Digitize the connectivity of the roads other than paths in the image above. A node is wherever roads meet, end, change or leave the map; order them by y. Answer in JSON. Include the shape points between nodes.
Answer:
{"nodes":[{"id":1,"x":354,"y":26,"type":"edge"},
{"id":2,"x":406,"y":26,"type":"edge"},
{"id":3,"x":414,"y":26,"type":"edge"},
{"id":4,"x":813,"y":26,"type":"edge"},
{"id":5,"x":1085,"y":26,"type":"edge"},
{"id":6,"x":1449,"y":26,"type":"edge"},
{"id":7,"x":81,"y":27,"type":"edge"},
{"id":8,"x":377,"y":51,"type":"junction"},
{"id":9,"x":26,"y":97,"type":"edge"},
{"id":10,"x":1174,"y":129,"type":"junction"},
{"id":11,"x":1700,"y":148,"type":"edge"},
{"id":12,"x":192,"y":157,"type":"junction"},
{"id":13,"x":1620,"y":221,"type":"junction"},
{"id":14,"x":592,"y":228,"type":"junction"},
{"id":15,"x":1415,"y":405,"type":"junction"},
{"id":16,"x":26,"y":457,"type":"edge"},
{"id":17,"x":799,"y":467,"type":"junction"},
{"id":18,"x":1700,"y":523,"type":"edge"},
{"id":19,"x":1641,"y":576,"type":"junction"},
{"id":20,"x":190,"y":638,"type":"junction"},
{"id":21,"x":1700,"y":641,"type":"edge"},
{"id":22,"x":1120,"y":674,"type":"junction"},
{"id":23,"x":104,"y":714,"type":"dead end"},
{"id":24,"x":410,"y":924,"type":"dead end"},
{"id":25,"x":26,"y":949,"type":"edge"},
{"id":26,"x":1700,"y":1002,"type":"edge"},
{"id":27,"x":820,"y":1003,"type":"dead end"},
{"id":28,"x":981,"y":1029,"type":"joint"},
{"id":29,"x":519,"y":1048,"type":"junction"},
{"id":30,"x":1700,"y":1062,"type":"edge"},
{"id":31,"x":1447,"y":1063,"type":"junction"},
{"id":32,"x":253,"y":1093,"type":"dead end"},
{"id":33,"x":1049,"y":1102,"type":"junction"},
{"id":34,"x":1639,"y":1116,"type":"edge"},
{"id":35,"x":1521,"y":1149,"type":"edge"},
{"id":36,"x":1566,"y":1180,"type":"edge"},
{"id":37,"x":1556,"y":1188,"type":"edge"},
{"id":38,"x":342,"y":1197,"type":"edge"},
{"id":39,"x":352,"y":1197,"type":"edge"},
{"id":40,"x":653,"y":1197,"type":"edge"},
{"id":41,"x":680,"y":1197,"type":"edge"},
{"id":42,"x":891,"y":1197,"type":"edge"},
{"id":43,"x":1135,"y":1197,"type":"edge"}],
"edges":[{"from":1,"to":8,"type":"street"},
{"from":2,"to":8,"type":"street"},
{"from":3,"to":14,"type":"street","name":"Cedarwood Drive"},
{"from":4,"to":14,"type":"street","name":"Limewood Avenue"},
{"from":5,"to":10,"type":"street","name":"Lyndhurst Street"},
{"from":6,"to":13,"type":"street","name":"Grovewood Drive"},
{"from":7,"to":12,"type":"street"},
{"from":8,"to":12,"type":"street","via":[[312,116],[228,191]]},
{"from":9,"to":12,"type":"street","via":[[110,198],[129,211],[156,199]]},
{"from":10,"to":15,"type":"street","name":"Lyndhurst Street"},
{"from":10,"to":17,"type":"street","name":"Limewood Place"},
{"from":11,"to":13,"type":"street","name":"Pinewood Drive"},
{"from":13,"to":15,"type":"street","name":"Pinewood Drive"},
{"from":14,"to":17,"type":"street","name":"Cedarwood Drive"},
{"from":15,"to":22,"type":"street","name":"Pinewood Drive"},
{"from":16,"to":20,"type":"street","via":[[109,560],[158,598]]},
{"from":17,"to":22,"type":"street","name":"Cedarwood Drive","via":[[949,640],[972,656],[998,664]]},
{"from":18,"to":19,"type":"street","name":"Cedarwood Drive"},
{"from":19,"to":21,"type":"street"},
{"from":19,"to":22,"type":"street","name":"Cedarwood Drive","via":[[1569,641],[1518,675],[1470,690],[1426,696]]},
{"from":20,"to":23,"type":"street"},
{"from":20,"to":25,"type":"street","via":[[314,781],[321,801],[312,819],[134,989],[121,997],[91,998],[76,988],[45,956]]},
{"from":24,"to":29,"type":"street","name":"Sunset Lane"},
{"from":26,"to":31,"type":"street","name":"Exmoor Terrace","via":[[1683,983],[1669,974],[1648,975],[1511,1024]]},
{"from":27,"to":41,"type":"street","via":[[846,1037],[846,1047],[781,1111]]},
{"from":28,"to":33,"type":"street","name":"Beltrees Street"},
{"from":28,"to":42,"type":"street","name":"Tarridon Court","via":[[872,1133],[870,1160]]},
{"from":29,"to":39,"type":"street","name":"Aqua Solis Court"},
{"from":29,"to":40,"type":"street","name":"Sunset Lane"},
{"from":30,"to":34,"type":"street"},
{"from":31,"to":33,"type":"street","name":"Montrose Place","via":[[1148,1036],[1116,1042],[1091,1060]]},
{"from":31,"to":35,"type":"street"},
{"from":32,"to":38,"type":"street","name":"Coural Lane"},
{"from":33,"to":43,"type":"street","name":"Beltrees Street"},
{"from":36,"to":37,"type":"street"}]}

━━━━━━━━━━━━━━━━

Required work –
None of the lines above may be skipped. Transcribe each one exactly.

Worked solution –
Digitize the connectivity of the roads other than paths in the image above. A node is wherever roads meet, end, change or leave the map; order them by y. Answer in JSON. Include the shape points between nodes.
Answer:
{"nodes":[{"id":1,"x":354,"y":26,"type":"edge"},
{"id":2,"x":406,"y":26,"type":"edge"},
{"id":3,"x":414,"y":26,"type":"edge"},
{"id":4,"x":813,"y":26,"type":"edge"},
{"id":5,"x":1085,"y":26,"type":"edge"},
{"id":6,"x":1449,"y":26,"type":"edge"},
{"id":7,"x":81,"y":27,"type":"edge"},
{"id":8,"x":377,"y":51,"type":"junction"},
{"id":9,"x":26,"y":97,"type":"edge"},
{"id":10,"x":1174,"y":129,"type":"junction"},
{"id":11,"x":1700,"y":148,"type":"edge"},
{"id":12,"x":192,"y":157,"type":"junction"},
{"id":13,"x":1620,"y":221,"type":"junction"},
{"id":14,"x":592,"y":228,"type":"junction"},
{"id":15,"x":1415,"y":405,"type":"junction"},
{"id":16,"x":26,"y":457,"type":"edge"},
{"id":17,"x":799,"y":467,"type":"junction"},
{"id":18,"x":1700,"y":523,"type":"edge"},
{"id":19,"x":1641,"y":576,"type":"junction"},
{"id":20,"x":190,"y":638,"type":"junction"},
{"id":21,"x":1700,"y":641,"type":"edge"},
{"id":22,"x":1120,"y":674,"type":"junction"},
{"id":23,"x":104,"y":714,"type":"dead end"},
{"id":24,"x":410,"y":924,"type":"dead end"},
{"id":25,"x":26,"y":949,"type":"edge"},
{"id":26,"x":1700,"y":1002,"type":"edge"},
{"id":27,"x":820,"y":1003,"type":"dead end"},
{"id":28,"x":981,"y":1029,"type":"joint"},
{"id":29,"x":519,"y":1048,"type":"junction"},
{"id":30,"x":1700,"y":1062,"type":"edge"},
{"id":31,"x":1447,"y":1063,"type":"junction"},
{"id":32,"x":253,"y":1093,"type":"dead end"},
{"id":33,"x":1049,"y":1102,"type":"junction"},
{"id":34,"x":1639,"y":1116,"type":"edge"},
{"id":35,"x":1521,"y":1149,"type":"edge"},
{"id":36,"x":1566,"y":1180,"type":"edge"},
{"id":37,"x":1556,"y":1188,"type":"edge"},
{"id":38,"x":342,"y":1197,"type":"edge"},
{"id":39,"x":352,"y":1197,"type":"edge"},
{"id":40,"x":653,"y":1197,"type":"edge"},
{"id":41,"x":680,"y":1197,"type":"edge"},
{"id":42,"x":891,"y":1197,"type":"edge"},
{"id":43,"x":1135,"y":1197,"type":"edge"}],
"edges":[{"from":1,"to":8,"type":"street"},
{"from":2,"to":8,"type":"street"},
{"from":3,"to":14,"type":"street","name":"Cedarwood Drive"},
{"from":4,"to":14,"type":"street","name":"Limewood Avenue"},
{"from":5,"to":10,"type":"street","name":"Lyndhurst Street"},
{"from":6,"to":13,"type":"street","name":"Grovewood Drive"},
{"from":7,"to":12,"type":"street"},
{"from":8,"to":12,"type":"street","via":[[312,116],[228,191]]},
{"from":9,"to":12,"type":"street","via":[[110,198],[129,211],[156,199]]},
{"from":10,"to":15,"type":"street","name":"Lyndhurst Street"},
{"from":10,"to":17,"type":"street","name":"Limewood Place"},
{"from":11,"to":13,"type":"street","name":"Pinewood Drive"},
{"from":13,"to":15,"type":"street","name":"Pinewood Drive"},
{"from":14,"to":17,"type":"street","name":"Cedarwood Drive"},
{"from":15,"to":22,"type":"street","name":"Pinewood Drive"},
{"from":16,"to":20,"type":"street","via":[[109,560],[158,598]]},
{"from":17,"to":22,"type":"street","name":"Cedarwood Drive","via":[[949,640],[972,656],[998,664]]},
{"from":18,"to":19,"type":"street","name":"Cedarwood Drive"},
{"from":19,"to":21,"type":"street"},
{"from":19,"to":22,"type":"street","name":"Cedarwood Drive","via":[[1569,641],[1518,675],[1470,690],[1426,696]]},
{"from":20,"to":23,"type":"street"},
{"from":20,"to":25,"type":"street","via":[[314,781],[321,801],[312,819],[134,989],[121,997],[91,998],[76,988],[45,956]]},
{"from":24,"to":29,"type":"street","name":"Sunset Lane"},
{"from":26,"to":31,"type":"street","name":"Exmoor Terrace","via":[[1683,983],[1669,974],[1648,975],[1511,1024]]},
{"from":27,"to":41,"type":"street","via":[[846,1037],[846,1047],[781,1111]]},
{"from":28,"to":33,"type":"street","name":"Beltrees Street"},
{"from":28,"to":42,"type":"street","name":"Tarridon Court","via":[[872,1133],[870,1160]]},
{"from":29,"to":39,"type":"street","name":"Aqua Solis Court"},
{"from":29,"to":40,"type":"street","name":"Sunset Lane"},
{"from":30,"to":34,"type":"street"},
{"from":31,"to":33,"type":"street","name":"Montrose Place","via":[[1148,1036],[1116,1042],[1091,1060]]},
{"from":31,"to":35,"type":"street"},
{"from":32,"to":38,"type":"street","name":"Coural Lane"},
{"from":33,"to":43,"type":"street","name":"Beltrees Street"},
{"from":36,"to":37,"type":"street"}]}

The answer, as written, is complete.